■ **What you will do**: Among the entries that follow, find the lines containing the string "nodes" and copy them.

• • • • • • •

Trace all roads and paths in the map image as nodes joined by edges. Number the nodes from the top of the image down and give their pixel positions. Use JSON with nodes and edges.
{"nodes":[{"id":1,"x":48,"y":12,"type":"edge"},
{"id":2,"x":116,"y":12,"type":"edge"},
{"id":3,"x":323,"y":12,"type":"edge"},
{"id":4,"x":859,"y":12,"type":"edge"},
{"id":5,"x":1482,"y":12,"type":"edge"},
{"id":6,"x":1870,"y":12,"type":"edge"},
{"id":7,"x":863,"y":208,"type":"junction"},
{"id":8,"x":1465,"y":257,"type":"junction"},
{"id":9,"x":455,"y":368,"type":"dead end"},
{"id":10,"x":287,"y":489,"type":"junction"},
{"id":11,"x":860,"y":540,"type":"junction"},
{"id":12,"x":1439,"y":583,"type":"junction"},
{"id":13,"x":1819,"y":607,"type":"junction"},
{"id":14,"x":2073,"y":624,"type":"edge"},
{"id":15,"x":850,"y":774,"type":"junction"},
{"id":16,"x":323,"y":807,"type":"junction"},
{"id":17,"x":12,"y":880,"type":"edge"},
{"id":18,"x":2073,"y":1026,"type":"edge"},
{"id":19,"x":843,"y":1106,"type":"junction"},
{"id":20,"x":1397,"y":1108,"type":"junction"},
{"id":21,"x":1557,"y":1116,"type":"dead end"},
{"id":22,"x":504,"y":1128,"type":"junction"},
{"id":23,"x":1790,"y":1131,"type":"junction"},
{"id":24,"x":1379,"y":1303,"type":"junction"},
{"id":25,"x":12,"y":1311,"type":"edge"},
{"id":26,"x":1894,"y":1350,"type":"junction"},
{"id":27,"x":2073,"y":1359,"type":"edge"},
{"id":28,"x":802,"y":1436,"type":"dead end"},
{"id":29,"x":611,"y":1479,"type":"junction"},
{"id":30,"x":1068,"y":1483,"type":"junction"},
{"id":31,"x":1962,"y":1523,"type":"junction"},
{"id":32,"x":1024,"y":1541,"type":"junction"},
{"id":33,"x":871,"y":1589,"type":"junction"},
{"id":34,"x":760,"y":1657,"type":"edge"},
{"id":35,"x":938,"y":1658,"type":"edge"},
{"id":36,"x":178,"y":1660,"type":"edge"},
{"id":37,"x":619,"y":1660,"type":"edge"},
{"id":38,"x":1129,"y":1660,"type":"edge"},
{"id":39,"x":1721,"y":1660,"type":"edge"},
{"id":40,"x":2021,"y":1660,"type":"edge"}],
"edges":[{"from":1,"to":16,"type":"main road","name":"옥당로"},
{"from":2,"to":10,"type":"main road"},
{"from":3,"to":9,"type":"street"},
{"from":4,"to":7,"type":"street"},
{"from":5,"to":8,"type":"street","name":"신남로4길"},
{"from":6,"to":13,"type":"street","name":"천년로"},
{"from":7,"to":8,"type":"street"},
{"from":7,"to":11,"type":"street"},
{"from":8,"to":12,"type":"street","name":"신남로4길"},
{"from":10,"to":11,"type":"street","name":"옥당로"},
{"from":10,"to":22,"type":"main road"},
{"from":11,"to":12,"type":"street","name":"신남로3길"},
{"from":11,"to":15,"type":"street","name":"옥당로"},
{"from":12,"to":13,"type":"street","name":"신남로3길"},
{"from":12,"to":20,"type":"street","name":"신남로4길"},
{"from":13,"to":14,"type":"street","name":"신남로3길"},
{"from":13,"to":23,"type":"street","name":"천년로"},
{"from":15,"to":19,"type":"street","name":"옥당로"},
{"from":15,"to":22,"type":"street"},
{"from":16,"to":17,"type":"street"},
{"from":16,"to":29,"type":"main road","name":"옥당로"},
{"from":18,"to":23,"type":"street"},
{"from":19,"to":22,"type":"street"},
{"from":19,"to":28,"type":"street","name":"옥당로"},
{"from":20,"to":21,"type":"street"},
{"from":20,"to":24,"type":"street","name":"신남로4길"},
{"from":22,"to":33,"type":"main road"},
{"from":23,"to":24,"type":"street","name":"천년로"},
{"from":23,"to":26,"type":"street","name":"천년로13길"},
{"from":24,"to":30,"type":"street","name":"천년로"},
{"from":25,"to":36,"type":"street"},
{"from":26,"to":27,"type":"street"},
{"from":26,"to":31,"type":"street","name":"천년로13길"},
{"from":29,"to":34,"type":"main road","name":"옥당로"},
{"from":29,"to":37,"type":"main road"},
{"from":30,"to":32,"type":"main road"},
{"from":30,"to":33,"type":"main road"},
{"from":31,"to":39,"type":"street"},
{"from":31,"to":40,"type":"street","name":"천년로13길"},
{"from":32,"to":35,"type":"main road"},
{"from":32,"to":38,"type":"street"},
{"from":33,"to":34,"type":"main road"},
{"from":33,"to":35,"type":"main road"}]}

• • • • • • •

■ **Answer to this task**:
Trace all roads and paths in the map image as nodes joined by edges. Number the nodes from the top of the image down and give their pixel positions. Use JSON with nodes and edges.
{"nodes":[{"id":1,"x":48,"y":12,"type":"edge"},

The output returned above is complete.